In late March I had the pleasure of sitting on a panel for the Youth Climate and Sustainability Forum at the United Nations Headquarters in New York.
Faced by a hundred or so of the brightest young minds of today, I knew there was an opportunity to understand how to improve our communications around climate change.
We need to reach those who are less engaged in the topic and do not see climate change as a priority, or something that will affect them.
While pondering on what questions to put to the group, I was beaten to it by a young lady who asked, “what are the best methods for engaging your friends and educating them on climate change?”
Slightly stumped, as these were the sort of answers I was hoping to illicit from them, I hazarded a guess, based on my own personal experiences.
In my late teens, what really roused my interests and motivated me to learn more about climate change was television. Television, films and documentaries are powerful tools of communication. With engaging and exciting visuals and audio, they have the power to tap into our emotions and incite strong feelings for a particular cause or issue.
In this modern world, where 50-inch plasma HD TVs and smart phones with large screens are readily available, often watching something is much more tempting than reading an article online or in a magazine.
So, my response to the young woman was to try and share climate change media, documentaries, films, with friends, family and peers who would not typically watch that sort of content. Use Facebook, Instagram, Twitter and the other social media platforms to share this content and it will eventually get watched.
It’s circulating it with those who would not normally be watching it that is the key. As preaching to the converted will have limited additional value.
We’ve all had conversations with friends and family about the increasing severity of climate change impacts. The facts about climate change and the arguments for addressing it are so compelling, luckily the days of denial are behind us, and there is rarely resistance on the merits of action.
However, a common remark in such conversations is; “yeah it’s a rotten situation, but what can I do about it?”

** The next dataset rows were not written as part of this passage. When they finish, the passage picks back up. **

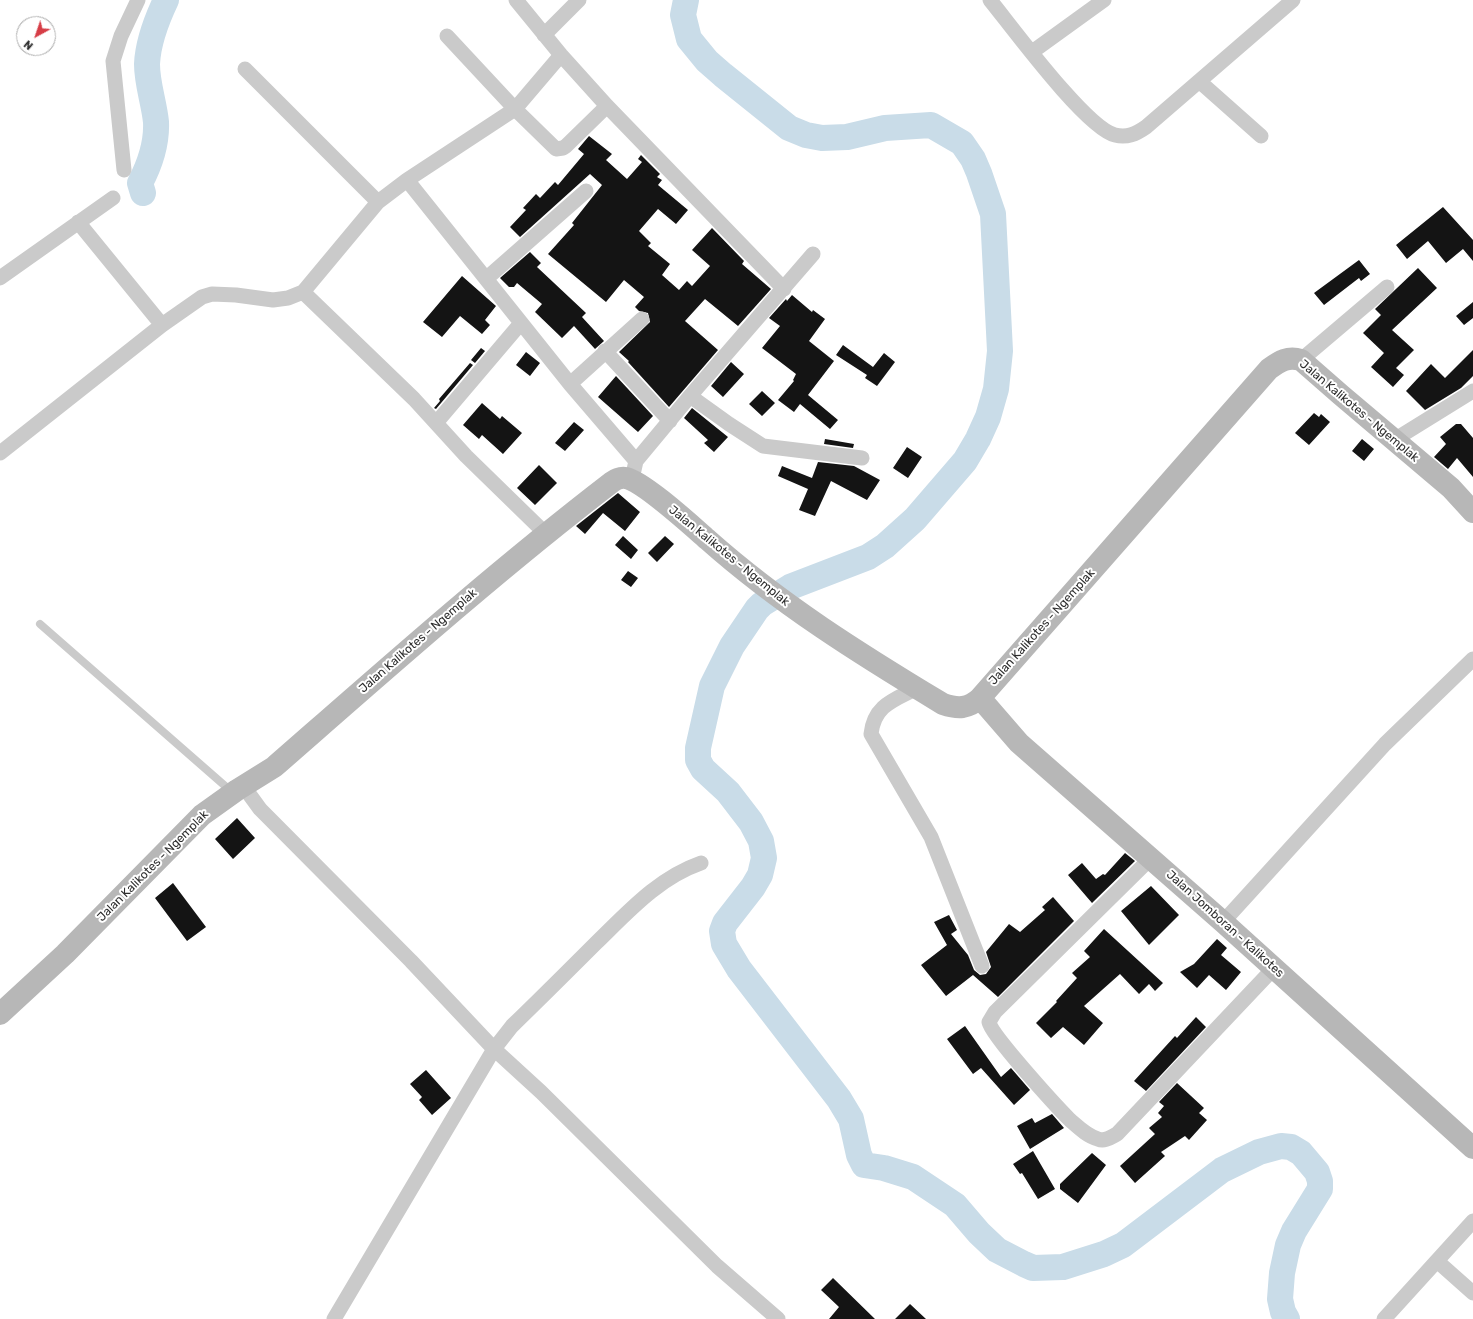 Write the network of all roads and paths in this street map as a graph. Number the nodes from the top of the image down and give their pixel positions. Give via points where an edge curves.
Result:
1 (138, 0) edge
2 (516, 0) edge
3 (579, 0) edge
4 (990, 0) edge
5 (1104, 0) edge
6 (1293, 0) edge
7 (544, 35) junction
8 (447, 36) dead end
9 (1032, 52) junction
10 (561, 55) junction
11 (245, 69) dead end
12 (1199, 81) junction
13 (607, 106) junction
14 (515, 109) junction
15 (1261, 136) dead end
16 (124, 170) dead end
17 (407, 180) junction
18 (586, 191) dead end
19 (113, 198) dead end
20 (378, 202) junction
21 (78, 222) junction
22 (813, 254) dead end
23 (0, 278) edge
24 (487, 278) junction
25 (1387, 287) dead end
26 (784, 289) junction
27 (303, 292) junction
28 (642, 319) dead end
29 (521, 323) junction
30 (162, 325) junction
31 (605, 352) junction
32 (1301, 360) junction
33 (570, 384) junction
34 (1473, 391) edge
35 (690, 396) junction
36 (670, 421) junction
37 (436, 423) junction
38 (1394, 440) junction
39 (0, 453) edge
40 (862, 458) dead end
41 (634, 471) junction
42 (1473, 512) edge
43 (545, 533) junction
44 (40, 624) dead end
45 (1473, 659) edge
46 (917, 688) junction
47 (980, 698) junction
48 (238, 790) junction
49 (1151, 858) junction
50 (701, 862) dead end
51 (1223, 922) junction
52 (982, 966) dead end
53 (1274, 968) junction
54 (1, 1011) edge
55 (494, 1049) junction
56 (1473, 1148) edge
57 (1473, 1221) edge
58 (1437, 1261) junction
59 (1473, 1293) edge
60 (334, 1319) edge
61 (778, 1319) edge
62 (1384, 1319) edge

1 - 16 street via 121,36 113,61
2 - 7 street
3 - 7 street
4 - 9 street
5 - 9 street
6 - 12 street
7 - 10 street
8 - 14 street
9 - 12 street via 1100,129 1114,135 1123,136 1139,132
10 - 13 street
10 - 14 street
11 - 20 street
12 - 15 street
13 - 14 street via 560,149 553,147
13 - 26 street
14 - 17 street
17 - 20 street
17 - 24 street
18 - 24 street
19 - 21 street
20 - 27 street
21 - 23 street
21 - 30 street
22 - 26 street
24 - 29 street
25 - 32 street
26 - 35 street
27 - 30 street via 273,300 212,294 202,297
27 - 37 street
28 - 31 street
29 - 33 street
29 - 37 street
30 - 39 street
31 - 33 street
31 - 36 street
32 - 38 street, Jalan Kalikotes - Ngemplak
32 - 47 street, Jalan Kalikotes - Ngemplak via 1288,358 1269,368
33 - 41 street
34 - 38 street
35 - 36 street
35 - 40 street via 763,446
36 - 41 street
37 - 43 street
38 - 42 street, Jalan Kalikotes - Ngemplak via 1451,488
41 - 43 street, Jalan Kalikotes - Ngemplak via 612,482
41 - 46 street, Jalan Kalikotes - Ngemplak via 678,514 773,594 816,625
43 - 48 street, Jalan Kalikotes - Ngemplak via 274,767
44 - 48 lane
45 - 51 street via 1385,744
46 - 47 street, Jalan Kalikotes - Ngemplak via 954,708 969,706
46 - 52 street via 885,704 875,717 871,734 931,837
47 - 49 street, Jalan Jomboran - Kalikotes via 1019,743
48 - 54 street, Jalan Kalikotes - Ngemplak via 202,815 65,954
48 - 55 street via 411,961
49 - 51 street, Jalan Jomboran - Kalikotes
49 - 53 street via 995,1012 989,1022 1003,1045 1070,1120 1099,1140 1117,1134
50 - 55 street via 682,869 638,902 512,1026
51 - 53 street, Jalan Jomboran - Kalikotes
53 - 56 street, Jalan Jomboran - Kalikotes
55 - 60 street
55 - 61 street via 717,1266
57 - 58 street
58 - 59 street
58 - 62 street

The “what can I do about it?” question is more than often rhetorical. It is accompanied by a genuine and disheartening belief that there is nothing that can actually be done about it.
This is simply not the case. There are many things we can do, and should be doing.
Undeniably the most important thing is to communicate and raise awareness.
Communicating to local and national governments that they will only get our votes by prioritizing climate change is number one on the list.
The majority of the emissions driving the climate crisis are by-products from our fossil-fuel intensive economies, deforestation and farming practices. We need national and transboundary policies to change these systems. And we need them now.
The Fridays For Future movement spearheaded by Gretta Thunberg has sent shockwaves around the world, triggering conversations on climate change at a time they are so desperately needed.
Their goal was government action. The tools they use to achieve this; communication and advocacy.
For those of us that aren’t in positions of power or influence, these tools are by far our most potent.
Asides from demanding more from our governments and political representatives, we can also take individual actions that do make a difference.
At the UN we have tried to communicate the merits of individual action in articles such as the lazy persons guide to saving the world and 20 ways to plastic proof your routine.
Finishing everything at meal times, eating less meat and dairy, not buying food that is air-freighted. All of these things can be done without altering your standard of living. If you want to go a step further, reduce the amount you fly.
The point is, this problem is within our power to solve. We have to work together and we need everyone on board.
The more people educated and aware of the details of the climate crisis, what it actually means, and what they can do about it, the higher the chances that action will be taken by those that do have the power, to trigger the systemic changes we need.